Bumblebee/Axon vs. Python: Performance for sentence embedding

Context

I am experimenting with text embedding with the hope of implementing semantic similarity search inside a Phoenix application.

My target use case involves a user writing a short sentence (typically 5 to 30 words). In less than a few seconds, I want to present the user with similar sentences out of a collection of equally short sentences previously written by other users.

The test that puzzles me

As a first quick test of feasibility, I am playing with the example posted by @jonatanklosko at Add text embedding serving · Issue #206 · elixir-nx/bumblebee · GitHub

{:ok, model_info} = Bumblebee.load_model({:hf, "bert-base-uncased"}, architecture: :base)
{:ok, tokenizer} = Bumblebee.load_tokenizer({:hf, "bert-base-uncased"})

text = "Hello, world!"
inputs = Bumblebee.apply_tokenizer(tokenizer, text)

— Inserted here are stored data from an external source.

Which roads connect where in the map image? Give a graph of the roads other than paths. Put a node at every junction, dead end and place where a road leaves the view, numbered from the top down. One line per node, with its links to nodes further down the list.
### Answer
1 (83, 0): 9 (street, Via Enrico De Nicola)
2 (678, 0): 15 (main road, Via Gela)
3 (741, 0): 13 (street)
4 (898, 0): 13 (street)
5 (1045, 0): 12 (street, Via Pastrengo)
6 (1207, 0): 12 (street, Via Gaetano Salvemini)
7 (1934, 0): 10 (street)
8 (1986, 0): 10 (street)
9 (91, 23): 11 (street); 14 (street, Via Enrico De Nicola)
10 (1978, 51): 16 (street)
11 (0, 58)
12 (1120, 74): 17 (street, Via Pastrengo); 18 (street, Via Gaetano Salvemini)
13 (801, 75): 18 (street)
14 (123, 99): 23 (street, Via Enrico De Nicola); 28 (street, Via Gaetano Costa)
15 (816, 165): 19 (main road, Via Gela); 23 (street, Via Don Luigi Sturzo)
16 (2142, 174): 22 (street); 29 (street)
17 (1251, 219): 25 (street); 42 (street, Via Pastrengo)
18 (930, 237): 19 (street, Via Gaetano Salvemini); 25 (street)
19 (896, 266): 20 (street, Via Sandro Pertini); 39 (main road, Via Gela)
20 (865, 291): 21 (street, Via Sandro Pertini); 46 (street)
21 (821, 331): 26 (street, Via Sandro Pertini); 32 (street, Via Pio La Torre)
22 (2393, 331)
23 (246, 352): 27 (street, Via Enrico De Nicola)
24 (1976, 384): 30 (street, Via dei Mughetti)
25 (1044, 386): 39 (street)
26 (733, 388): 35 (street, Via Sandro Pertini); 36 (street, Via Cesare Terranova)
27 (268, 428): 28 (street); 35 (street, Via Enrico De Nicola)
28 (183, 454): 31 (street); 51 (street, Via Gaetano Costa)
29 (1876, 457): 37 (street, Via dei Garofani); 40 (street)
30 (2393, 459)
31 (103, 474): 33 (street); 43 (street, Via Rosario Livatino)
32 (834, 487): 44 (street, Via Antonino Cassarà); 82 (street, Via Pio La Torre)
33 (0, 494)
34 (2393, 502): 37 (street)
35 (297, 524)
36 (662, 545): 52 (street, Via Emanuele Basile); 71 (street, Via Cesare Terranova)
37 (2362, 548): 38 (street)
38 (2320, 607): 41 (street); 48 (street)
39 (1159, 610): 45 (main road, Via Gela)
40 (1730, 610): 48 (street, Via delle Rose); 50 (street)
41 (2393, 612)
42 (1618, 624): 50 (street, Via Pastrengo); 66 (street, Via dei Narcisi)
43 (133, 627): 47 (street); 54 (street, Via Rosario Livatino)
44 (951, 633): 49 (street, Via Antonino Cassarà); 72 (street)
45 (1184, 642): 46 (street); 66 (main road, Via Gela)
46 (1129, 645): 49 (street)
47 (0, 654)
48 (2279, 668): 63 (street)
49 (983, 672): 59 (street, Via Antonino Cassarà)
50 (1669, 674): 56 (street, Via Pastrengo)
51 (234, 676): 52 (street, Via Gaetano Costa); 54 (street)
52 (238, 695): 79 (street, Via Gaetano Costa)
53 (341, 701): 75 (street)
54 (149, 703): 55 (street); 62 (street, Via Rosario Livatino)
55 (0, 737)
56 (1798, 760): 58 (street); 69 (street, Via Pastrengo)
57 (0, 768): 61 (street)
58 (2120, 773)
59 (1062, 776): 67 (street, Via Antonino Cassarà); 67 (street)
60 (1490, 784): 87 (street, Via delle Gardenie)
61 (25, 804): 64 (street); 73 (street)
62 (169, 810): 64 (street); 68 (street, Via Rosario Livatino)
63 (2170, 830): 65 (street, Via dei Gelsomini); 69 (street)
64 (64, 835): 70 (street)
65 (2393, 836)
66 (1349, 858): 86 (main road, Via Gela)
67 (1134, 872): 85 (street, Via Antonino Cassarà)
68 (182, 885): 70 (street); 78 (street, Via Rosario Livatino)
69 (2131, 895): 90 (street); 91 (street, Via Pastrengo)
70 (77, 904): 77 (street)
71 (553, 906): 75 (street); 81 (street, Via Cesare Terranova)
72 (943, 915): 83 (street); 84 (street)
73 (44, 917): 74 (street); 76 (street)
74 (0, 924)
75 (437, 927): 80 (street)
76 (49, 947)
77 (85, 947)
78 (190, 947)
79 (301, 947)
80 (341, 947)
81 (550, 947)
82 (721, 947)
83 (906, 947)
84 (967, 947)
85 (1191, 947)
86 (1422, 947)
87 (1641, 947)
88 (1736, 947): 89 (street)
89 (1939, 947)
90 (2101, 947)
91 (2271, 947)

Axon.predict(model_info.model, model_info.params, inputs).hidden_state[0]

The code executes without error but when I run it locally on my machine (MacBookAir <4yo), the last line Axon.predict(model_info.model, model_info.params, inputs).hidden_state[0] takes more than 1 minute to complete.

In contrast, the Python equivalent presented at the top of the same GH thread (Add text embedding serving · Issue #206 · elixir-nx/bumblebee · GitHub) completes almost instantaneously (fractions of a second) on the same machine:

from transformers import AutoTokenizer, AutoModel
import torch

# Load pre-trained model tokenizer and model weights
tokenizer = AutoTokenizer.from_pretrained("bert-base-uncased")
model = AutoModel.from_pretrained("bert-base-uncased")

# Tokenize input text
text = "Hello, world!"
tokens = tokenizer.encode(text, add_special_tokens=True, return_tensors="pt")

# Generate model embeddings
with torch.no_grad():
    embeddings = model(tokens)[0].squeeze(0)  # Remove batch dimension

# Print the embeddings for the first token
print(embeddings[0])

I am guessing this is not normal and I am doing something wrong. Any idea what that could be? Is there a better way to retrieve text embedding vectors than the script from Add text embedding serving · Issue #206 · elixir-nx/bumblebee · GitHub I am playing with?

Notes

  • I am using:
      {:bumblebee, "~> 0.5.3"},
      {:nx, "~> 0.7.0"},
  • The 1 minute runtime I am reporting above is for the last Axon.predict(model_info.model, model_info.params, inputs).hidden_state[0] step alone (does not include the other mode/tokenizer loading steps).
  • I did read through Nx vs. Python performance for sentence-transformer encoding. I am guessing my issue is different than what’s discussed there since that post is “only” discussing 2x slower running time compared to equivalent Python code (much lower than the delta I am experiencing => for my application, I’d be more than happy with 2x slower than the equivalent Python runtime I am experiencing).
  • Given my use case, since Python is fast enough, I realize I could let Python handle the embedding part and pick things up inside Phoenix after Python completes the embedding. But I’d prefer keeping it all in Elixir if possible.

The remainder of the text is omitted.